The price for a single bottle at GWW is £12.95 which is very fair with 10% off if you buy two 6 bottle cases bringing it down to £11.65. And Naked Wines has it for £9.99 if you’re one of their ‘Angels’. (You'll pay £13.49 for it with them if you're not!)
As I pointed out in my Guardian column this week Australian wines are fetching some pretty steep prices but to drink a Hunter Valley semillon of this quality it’s absolutely worth it.
It’s a style of wine I love, with far more texture and richness than you’d guess from its modest ABV, in this case 9.5%. Unlike some Hunter Valley semillons which take time to develop their unique character the Gundog Estate Wild semillon is already richly flavoured.due to the fact that a proportion of the wine is fermented on the skins, as with orange and red wine. (Lush, fat, gorgeous were my tasting notes!)
What would I drink it with. I’m thinking rich seafood - like razor clams or grilled swordfish. It could also take south-east Asian spicing, especially Thai which is in fact what the website suggests
"Because the wine is so textural and carries some residual sweetness, the Wild Semillon is an interesting proposition with food matching" they say. "The wine should hold up well to spicy, Thai-style dishes where acidity, saltiness and chilli are often offset by barely noticeable sweetness. It also partners well to roast pork or lighter poultry dishes."
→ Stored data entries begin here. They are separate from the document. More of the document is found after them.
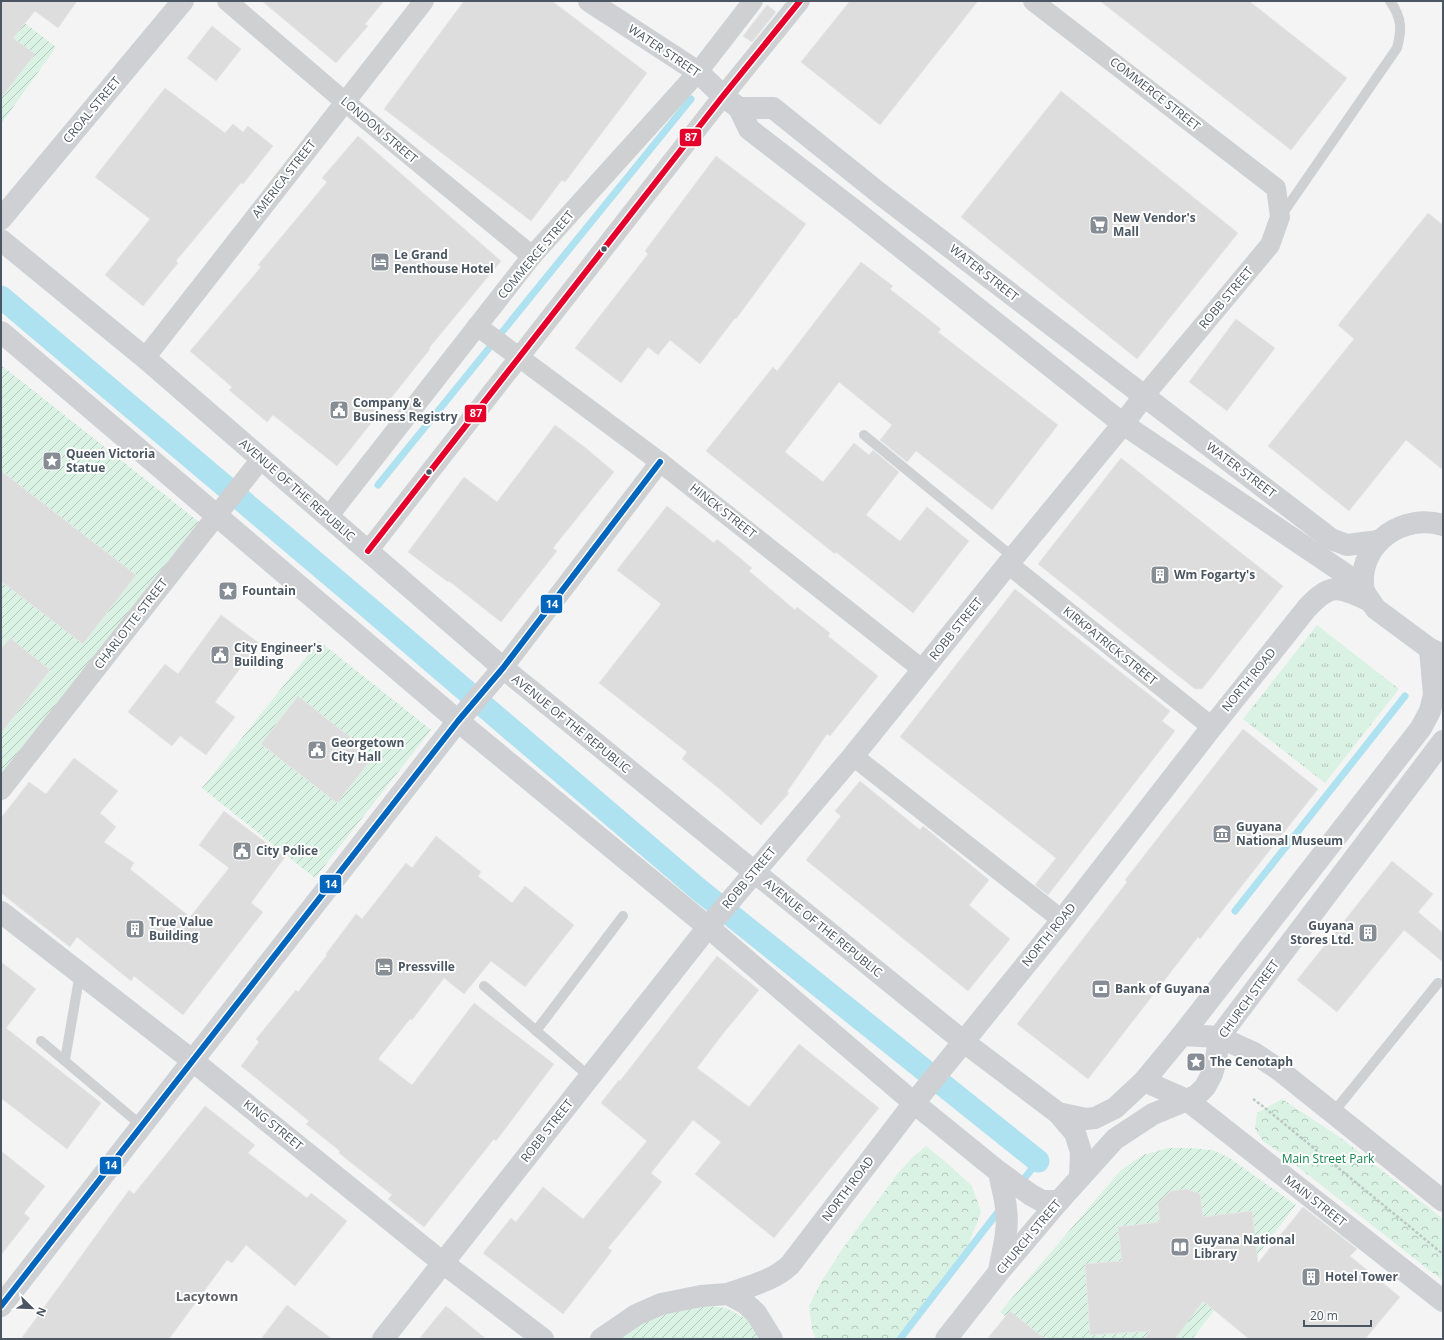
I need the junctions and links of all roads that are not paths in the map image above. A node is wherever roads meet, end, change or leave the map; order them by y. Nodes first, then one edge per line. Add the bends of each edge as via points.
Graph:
1 (183, 1) edge
2 (227, 1) edge
3 (424, 1) edge
4 (589, 1) edge
5 (754, 1) edge
6 (800, 1) edge
7 (1033, 1) edge
8 (1390, 1) edge
9 (698, 72) junction
10 (344, 102) junction
11 (731, 102) junction
12 (1276, 188) joint
13 (879, 193) junction
14 (859, 214) junction
15 (1280, 218) junction
16 (1, 219) edge
17 (1, 240) edge
18 (532, 256) junction
19 (477, 326) junction
20 (1, 332) edge
21 (520, 357) junction
22 (145, 358) junction
23 (1144, 396) junction
24 (1123, 424) junction
25 (864, 435) dead end
26 (261, 458) junction
27 (660, 462) junction
28 (222, 508) junction
29 (328, 517) junction
30 (1443, 526) edge
31 (1379, 541) junction
32 (368, 551) junction
33 (1011, 561) junction
34 (1366, 594) junction
35 (1437, 652) edge
36 (923, 670) junction
37 (498, 674) junction
38 (464, 715) junction
39 (1212, 727) junction
40 (1443, 741) edge
41 (853, 756) junction
42 (1, 790) edge
43 (747, 880) junction
44 (1, 912) edge
45 (623, 916) dead end
46 (714, 920) junction
47 (1062, 920) junction
48 (80, 973) junction
49 (1438, 983) dead end
50 (484, 986) dead end
51 (536, 1030) junction
52 (1182, 1035) junction
53 (1219, 1037) junction
54 (41, 1041) dead end
55 (960, 1046) junction
56 (65, 1060) junction
57 (193, 1061) junction
58 (590, 1077) junction
59 (1144, 1081) junction
60 (918, 1098) junction
61 (1187, 1100) junction
62 (1058, 1113) junction
63 (1333, 1113) junction
64 (142, 1126) junction
65 (999, 1172) junction
66 (1080, 1178) junction
67 (1059, 1201) junction
68 (1443, 1201) edge
69 (443, 1263) junction
70 (998, 1273) junction
71 (728, 1294) junction
72 (1443, 1302) edge
73 (1, 1306) edge
74 (383, 1339) edge
75 (543, 1339) edge
76 (601, 1339) edge
77 (772, 1339) edge
78 (946, 1339) edge

1 - 16 street, CROAL STREET
2 - 10 street, LONDON STREET
3 - 10 street, AMERICA STREET
4 - 9 street, WATER STREET
5 - 9 street, COMMERCE STREET
6 - 11 street
7 - 12 street, COMMERCE STREET
8 - 15 lane via 1398,15 1401,32 1397,48
9 - 11 street, WATER STREET
9 - 18 street, COMMERCE STREET
10 - 18 street, LONDON STREET
10 - 22 street, AMERICA STREET
11 - 13 street, WATER STREET via 773,108
11 - 14 street via 749,129
11 - 21 street
12 - 15 street, ROBB STREET
13 - 14 street
13 - 23 street, WATER STREET
14 - 24 street
15 - 23 street, ROBB STREET via 1270,245
17 - 22 street, AVENUE OF THE REPUBLIC
18 - 19 street, COMMERCE STREET
19 - 21 street, HINCK STREET
19 - 29 street, COMMERCE STREET
20 - 28 street
21 - 27 street, HINCK STREET
21 - 32 street
22 - 26 street, AVENUE OF THE REPUBLIC
23 - 24 street
23 - 31 street, WATER STREET via 1331,539 1348,545
24 - 33 street, ROBB STREET
24 - 34 street
25 - 33 lane
26 - 28 street, CHARLOTTE STREET
26 - 29 street, AVENUE OF THE REPUBLIC
27 - 36 street, HINCK STREET
27 - 37 street
28 - 38 street
28 - 42 street, CHARLOTTE STREET
29 - 32 street, AVENUE OF THE REPUBLIC
30 - 31 street via 1418,523 1409,525 1392,530
31 - 34 street via 1368,557 1364,570
32 - 37 street, AVENUE OF THE REPUBLIC
33 - 36 street, ROBB STREET
33 - 39 street, KIRKPATRICK STREET
34 - 35 street via 1376,609
34 - 39 street, NORTH ROAD via 1340,589 1318,596
35 - 52 street via 1434,695 1430,711 1421,728
36 - 41 street, ROBB STREET
37 - 38 street
37 - 43 street, AVENUE OF THE REPUBLIC
38 - 46 street
38 - 57 street
39 - 47 street, NORTH ROAD
40 - 53 street, CHURCH STREET
41 - 43 street, ROBB STREET
41 - 47 street
43 - 46 street, ROBB STREET
43 - 55 street, AVENUE OF THE REPUBLIC
44 - 48 street, KING STREET
45 - 51 lane
46 - 58 street, ROBB STREET
46 - 60 street
47 - 55 street, NORTH ROAD
48 - 56 lane
48 - 57 street, KING STREET
49 - 63 lane
50 - 51 lane
51 - 58 lane
52 - 53 street
52 - 59 street
53 - 61 street, CHURCH STREET via 1216,1060 1209,1080 1205,1087
53 - 63 street via 1254,1052
54 - 56 lane
55 - 60 street, NORTH ROAD
55 - 62 street, AVENUE OF THE REPUBLIC
56 - 64 lane
57 - 64 street
57 - 69 street, KING STREET
58 - 69 street, ROBB STREET
59 - 61 street, MAIN STREET
59 - 62 street, AVENUE OF THE REPUBLIC via 1115,1108 1095,1118 1086,1119
60 - 65 street
60 - 71 street, NORTH ROAD via 790,1265 774,1277
61 - 66 street, CHURCH STREET via 1153,1114 1114,1140
61 - 72 street, MAIN STREET
62 - 66 street via 1075,1133 1081,1152
63 - 68 street
64 - 73 street
65 - 67 street via 1042,1201
65 - 70 street via 1007,1225
66 - 67 street, CHURCH STREET
67 - 70 street, CHURCH STREET
69 - 74 street, ROBB STREET
69 - 75 street, KING STREET
70 - 78 street, CHURCH STREET
71 - 76 street, NORTH ROAD via 662,1304 636,1315
71 - 77 street via 756,1313

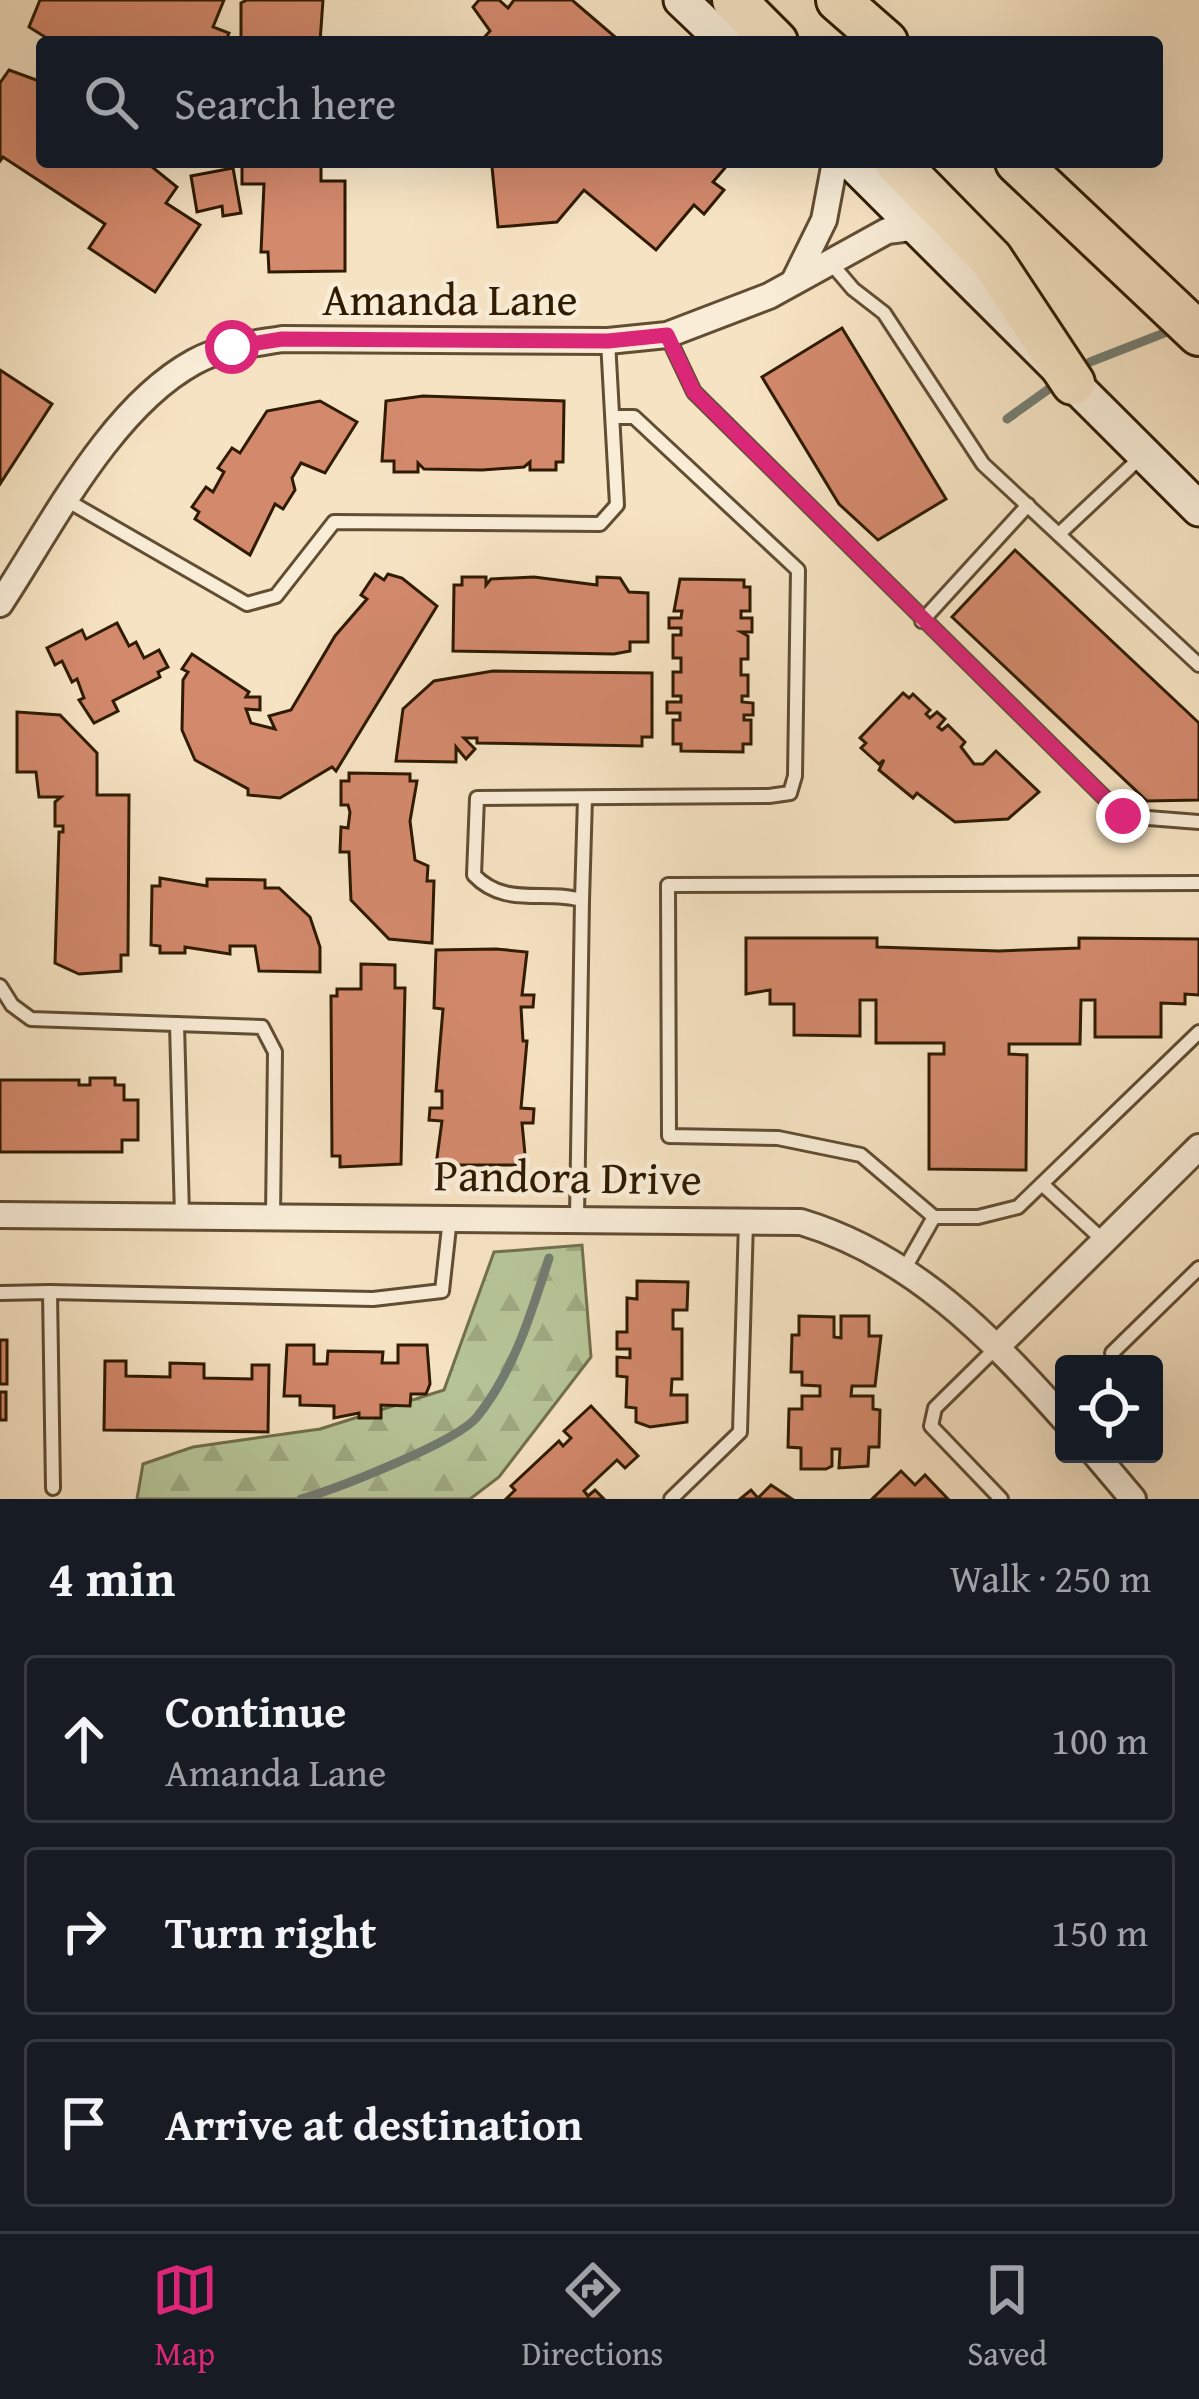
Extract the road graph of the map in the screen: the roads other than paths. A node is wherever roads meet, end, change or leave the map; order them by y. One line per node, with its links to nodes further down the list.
1 (681, 0): 4 (main road)
2 (734, 0): 5 (highway)
3 (838, 0): 6 (highway)
4 (719, 36)
5 (770, 36)
6 (879, 36)
7 (834, 168): 13 (street)
8 (857, 168): 11 (main road)
9 (902, 168): 17 (highway)
10 (1024, 168): 14 (highway)
11 (919, 227): 12 (street, Amanda Lane); 17 (main road)
12 (829, 261): 13 (street, Amanda Lane); 21 (lane)
13 (794, 281): 15 (street, Amanda Lane)
14 (1199, 334)
15 (667, 335): 16 (street, Amanda Lane); 25 (lane)
16 (608, 341): 18 (lane); 20 (street, Amanda Lane)
17 (1073, 382): 19 (main road)
18 (614, 417): 20 (lane); 27 (lane)
19 (1144, 454): 22 (main road); 23 (lane)
20 (68, 501): 24 (street, Amanda Lane)
21 (1028, 505): 23 (lane); 25 (lane)
22 (1199, 509)
23 (1059, 534): 26 (lane)
24 (0, 604)
25 (922, 621): 28 (lane)
26 (1199, 665)
27 (585, 797): 30 (lane); 30 (lane)
28 (1199, 822)
29 (1199, 884): 41 (lane)
30 (582, 899): 40 (lane)
31 (0, 986): 32 (lane)
32 (177, 1024): 37 (lane); 38 (lane)
33 (1199, 1032): 35 (lane)
34 (1199, 1147): 43 (street)
35 (1042, 1184): 41 (lane); 43 (lane)
36 (0, 1215): 37 (street, Pandora Drive)
37 (182, 1216): 38 (street, Pandora Drive)
38 (273, 1216): 39 (street, Pandora Drive)
39 (450, 1217): 40 (street, Pandora Drive); 46 (lane)
40 (577, 1217): 42 (street, Pandora Drive)
41 (934, 1217): 44 (lane)
42 (746, 1220): 44 (street, Pandora Drive); 53 (lane)
43 (1105, 1242): 48 (street)
44 (904, 1268): 48 (street, Pandora Drive)
45 (1199, 1268): 49 (lane)
46 (50, 1292): 47 (lane); 52 (lane)
47 (0, 1293)
48 (998, 1345): 50 (street, Pandora Drive); 54 (lane)
49 (1112, 1353)
50 (1055, 1409)
51 (1102, 1463): 55 (street)
52 (53, 1488)
53 (670, 1499)
54 (1000, 1499)
55 (1132, 1499)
As I've pointed out on more than one occasion pink champers is pretty pricey so if you’re looking for something a little more affordable this sparkling Bordeaux rosé I’ve just discovered in Aldi’s Spring Wine Festival should hit the spot
Bordeaux isn’t of course noted for its sparkling wine but as it’s what many people want to drink these days it’s got in on the act.
This, I imagine, is made from merlot and has a lovely fresh strawberry flavour.
Although it’s drier than prosecco it wouldn't be too dry to demolish with a white chocolate dessert or a box of milk chocolates or, as they suggest on the label, with sushi which would would definitely appeal to me.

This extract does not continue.